### About this task
Locate each line of the material that contains "positions", then return it.

### Listed entries
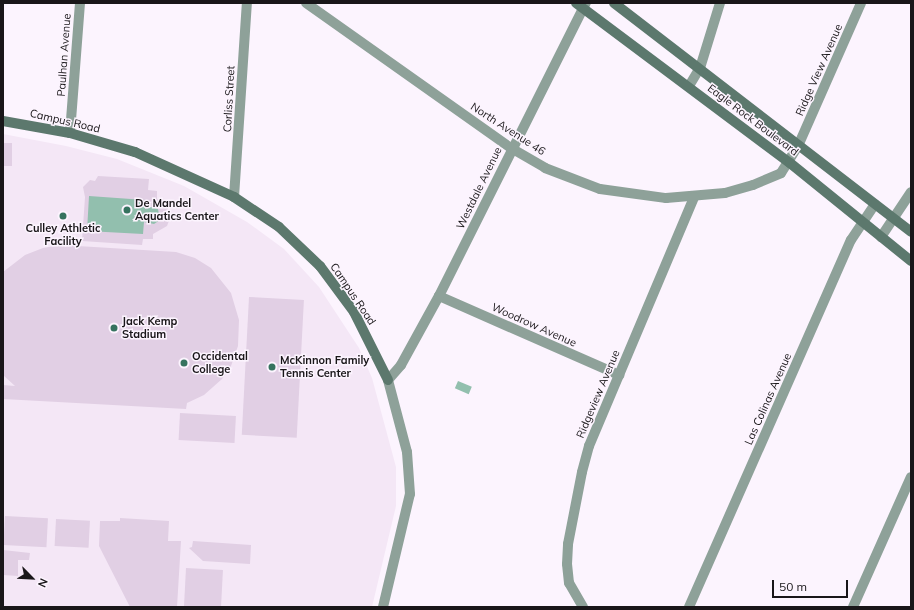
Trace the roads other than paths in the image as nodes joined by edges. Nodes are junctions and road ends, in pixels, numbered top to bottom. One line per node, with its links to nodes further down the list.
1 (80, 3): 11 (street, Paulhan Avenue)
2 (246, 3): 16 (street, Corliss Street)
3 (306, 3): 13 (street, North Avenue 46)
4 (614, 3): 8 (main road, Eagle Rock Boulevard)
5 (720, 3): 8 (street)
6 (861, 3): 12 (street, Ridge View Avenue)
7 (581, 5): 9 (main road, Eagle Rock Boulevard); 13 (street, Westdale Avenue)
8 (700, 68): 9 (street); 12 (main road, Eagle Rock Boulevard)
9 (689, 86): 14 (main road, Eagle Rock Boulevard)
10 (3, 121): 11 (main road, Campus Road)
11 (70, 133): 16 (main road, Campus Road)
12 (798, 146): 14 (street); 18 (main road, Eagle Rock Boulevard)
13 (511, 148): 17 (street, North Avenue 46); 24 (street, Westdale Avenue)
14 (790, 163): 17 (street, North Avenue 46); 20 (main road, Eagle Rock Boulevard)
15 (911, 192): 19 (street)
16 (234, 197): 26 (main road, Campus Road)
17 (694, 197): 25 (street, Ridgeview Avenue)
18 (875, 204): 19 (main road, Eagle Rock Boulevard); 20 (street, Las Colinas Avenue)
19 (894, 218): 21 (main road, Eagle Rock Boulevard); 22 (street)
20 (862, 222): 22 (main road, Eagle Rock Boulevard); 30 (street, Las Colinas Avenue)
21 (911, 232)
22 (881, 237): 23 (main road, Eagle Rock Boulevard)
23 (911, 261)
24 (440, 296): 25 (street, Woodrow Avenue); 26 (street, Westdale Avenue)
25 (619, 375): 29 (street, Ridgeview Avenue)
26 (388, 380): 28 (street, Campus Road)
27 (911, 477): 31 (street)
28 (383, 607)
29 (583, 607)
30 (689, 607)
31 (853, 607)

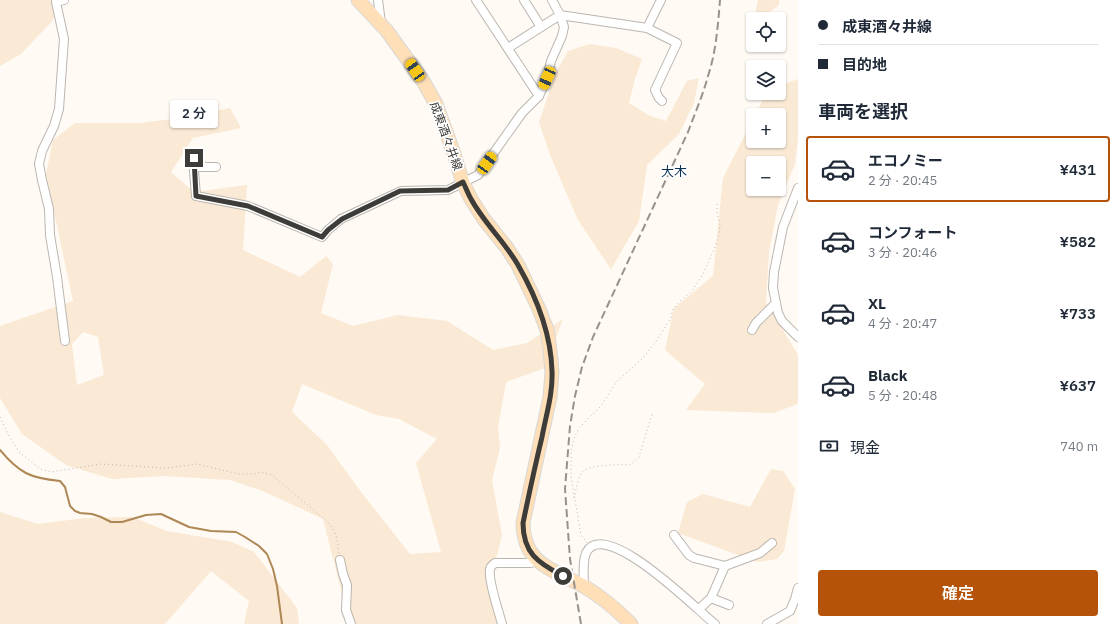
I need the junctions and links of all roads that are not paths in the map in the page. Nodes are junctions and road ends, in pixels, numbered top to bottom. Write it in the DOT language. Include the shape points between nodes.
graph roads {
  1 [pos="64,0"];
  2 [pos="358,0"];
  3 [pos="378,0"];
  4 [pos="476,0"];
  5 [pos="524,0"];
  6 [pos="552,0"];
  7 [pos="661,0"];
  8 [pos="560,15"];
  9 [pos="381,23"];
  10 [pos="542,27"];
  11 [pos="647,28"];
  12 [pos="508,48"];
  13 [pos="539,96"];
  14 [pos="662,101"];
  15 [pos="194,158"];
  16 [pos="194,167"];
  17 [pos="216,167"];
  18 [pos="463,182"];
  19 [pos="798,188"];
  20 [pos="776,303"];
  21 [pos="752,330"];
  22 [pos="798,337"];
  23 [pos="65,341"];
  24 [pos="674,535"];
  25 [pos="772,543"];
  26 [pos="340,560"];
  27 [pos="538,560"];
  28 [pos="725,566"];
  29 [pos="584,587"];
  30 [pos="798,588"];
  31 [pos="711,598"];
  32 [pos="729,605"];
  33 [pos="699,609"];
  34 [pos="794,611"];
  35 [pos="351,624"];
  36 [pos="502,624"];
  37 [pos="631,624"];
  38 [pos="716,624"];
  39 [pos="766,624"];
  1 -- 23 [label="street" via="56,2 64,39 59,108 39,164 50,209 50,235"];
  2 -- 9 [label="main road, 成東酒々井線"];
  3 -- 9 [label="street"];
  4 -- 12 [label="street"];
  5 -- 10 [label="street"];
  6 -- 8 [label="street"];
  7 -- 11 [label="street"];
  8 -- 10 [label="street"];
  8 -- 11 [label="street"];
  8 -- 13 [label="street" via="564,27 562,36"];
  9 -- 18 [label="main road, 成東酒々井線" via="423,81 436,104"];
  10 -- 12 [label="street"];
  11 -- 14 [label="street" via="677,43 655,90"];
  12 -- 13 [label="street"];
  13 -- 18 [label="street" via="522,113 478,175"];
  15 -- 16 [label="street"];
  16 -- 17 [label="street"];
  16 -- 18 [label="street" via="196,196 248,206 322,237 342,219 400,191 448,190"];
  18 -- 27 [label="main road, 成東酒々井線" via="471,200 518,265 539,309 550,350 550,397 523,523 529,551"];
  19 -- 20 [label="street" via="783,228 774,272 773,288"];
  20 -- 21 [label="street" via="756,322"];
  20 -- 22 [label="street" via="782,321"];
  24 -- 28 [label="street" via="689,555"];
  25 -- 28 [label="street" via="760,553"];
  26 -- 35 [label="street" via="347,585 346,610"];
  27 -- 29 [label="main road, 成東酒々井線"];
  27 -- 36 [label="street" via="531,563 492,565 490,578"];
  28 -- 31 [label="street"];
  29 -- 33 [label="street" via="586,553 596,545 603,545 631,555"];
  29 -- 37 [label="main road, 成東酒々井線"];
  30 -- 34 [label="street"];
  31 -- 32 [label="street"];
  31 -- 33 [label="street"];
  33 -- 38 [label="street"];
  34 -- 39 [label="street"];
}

...

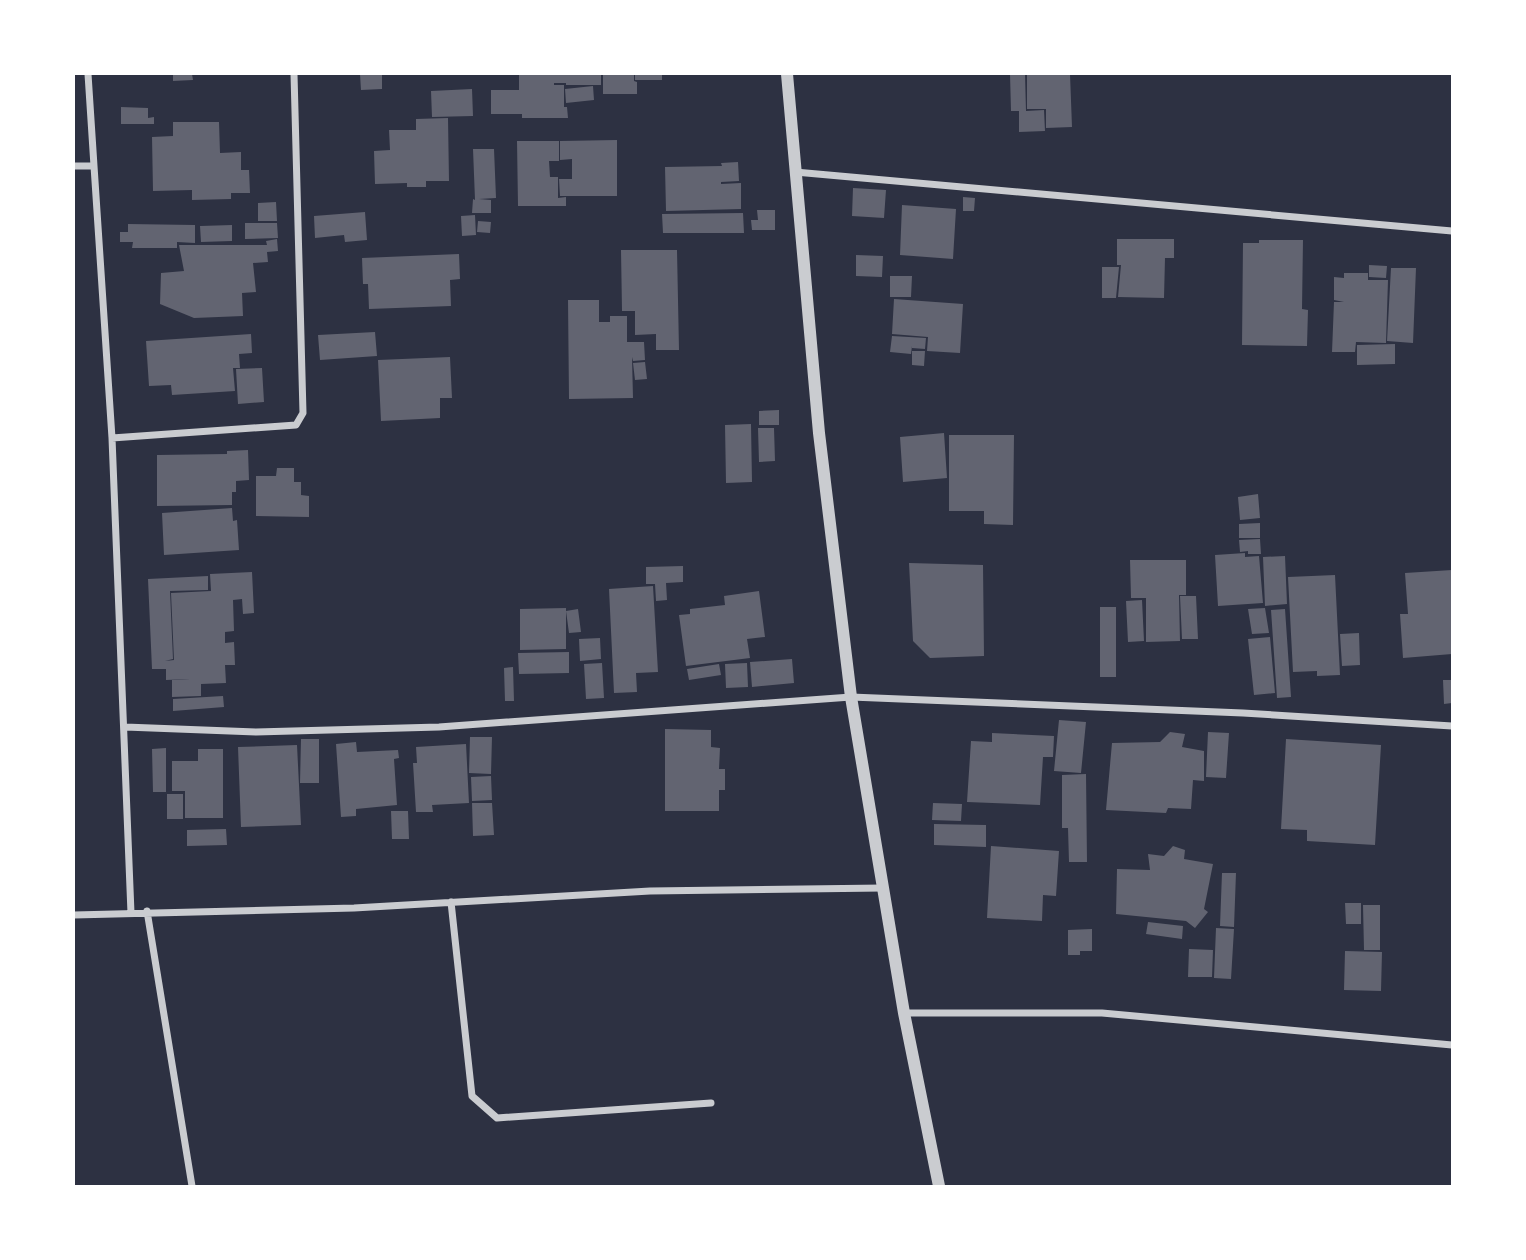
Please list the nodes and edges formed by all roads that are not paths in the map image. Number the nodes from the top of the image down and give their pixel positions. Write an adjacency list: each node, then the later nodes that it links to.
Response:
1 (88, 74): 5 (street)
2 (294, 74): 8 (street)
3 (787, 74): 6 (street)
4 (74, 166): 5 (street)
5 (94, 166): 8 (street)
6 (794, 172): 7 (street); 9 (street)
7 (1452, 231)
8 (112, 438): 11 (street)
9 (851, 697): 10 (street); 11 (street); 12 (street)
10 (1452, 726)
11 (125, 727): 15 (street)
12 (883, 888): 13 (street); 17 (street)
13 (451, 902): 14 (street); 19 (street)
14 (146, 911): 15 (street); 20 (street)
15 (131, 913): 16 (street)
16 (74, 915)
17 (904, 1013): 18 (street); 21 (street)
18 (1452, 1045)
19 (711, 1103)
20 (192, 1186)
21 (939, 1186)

---

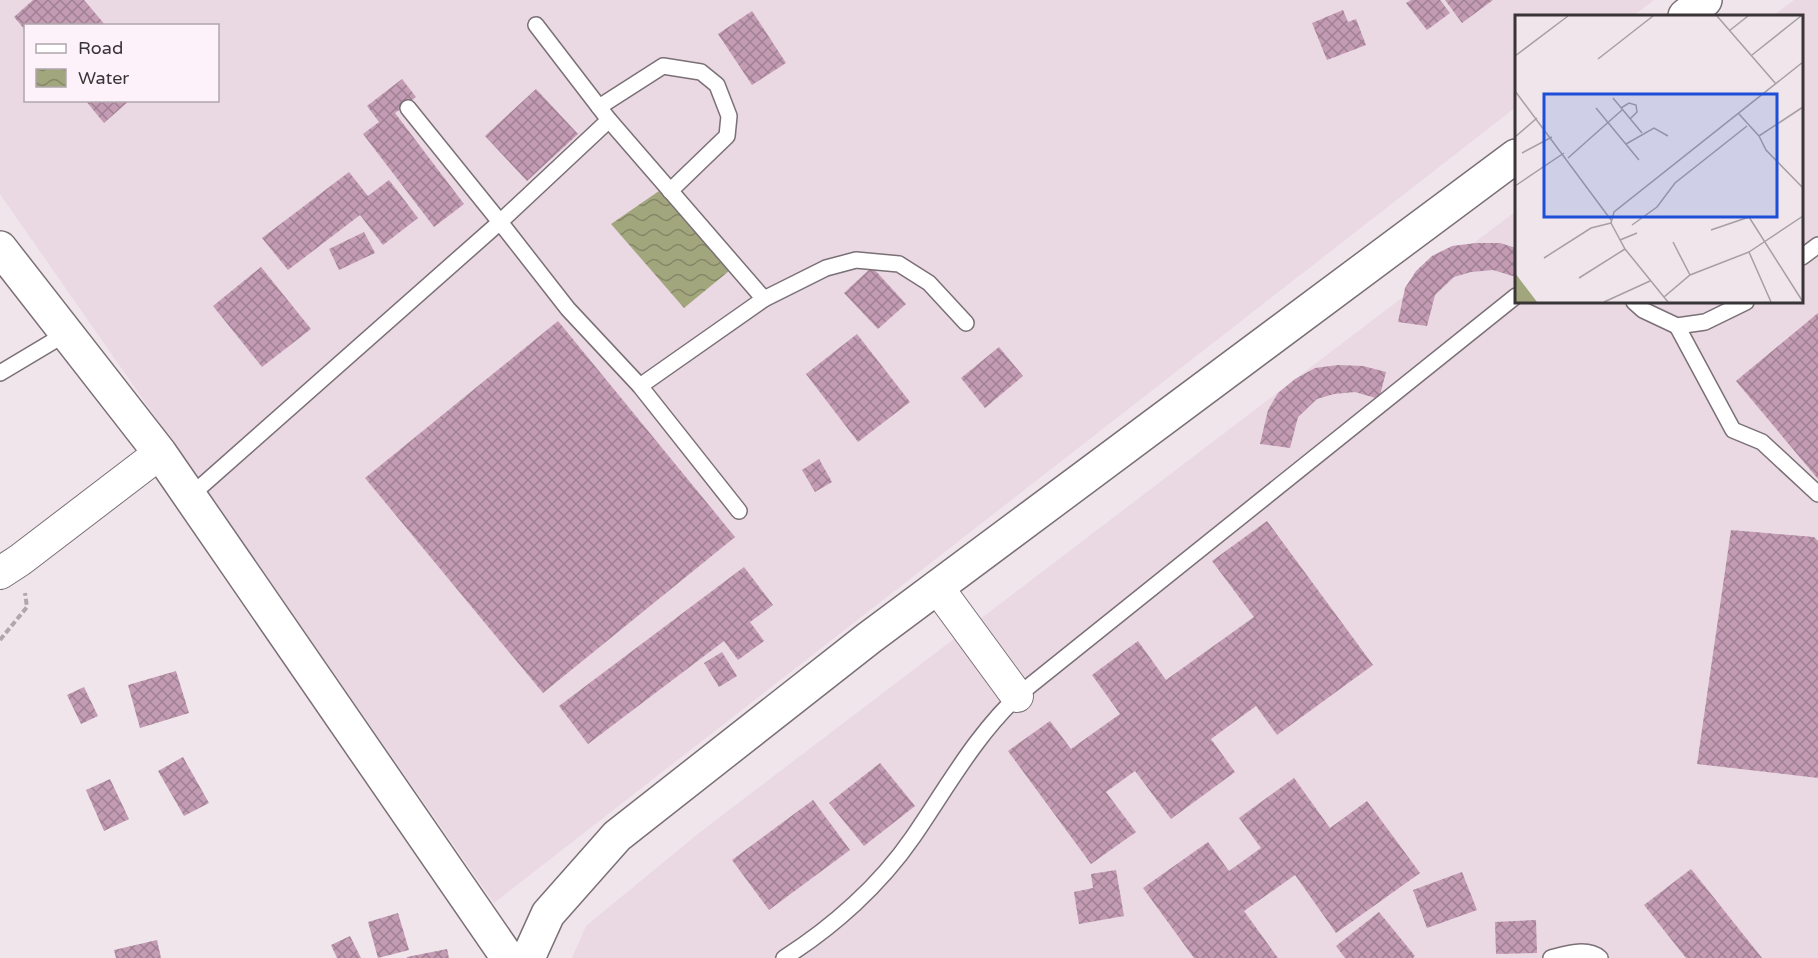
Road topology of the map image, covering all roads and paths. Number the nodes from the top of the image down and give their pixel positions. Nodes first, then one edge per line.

### Your solution
Please list the nodes and edges formed by all roads that are not paths in the map image. Number the nodes from the top of the image down and give their pixel positions. Write an adjacency list: each node, then the later nodes that it links to.
Road topology of the map image, covering all roads and paths. Number the nodes from the top of the image down and give their pixel positions. Nodes first, then one edge per line.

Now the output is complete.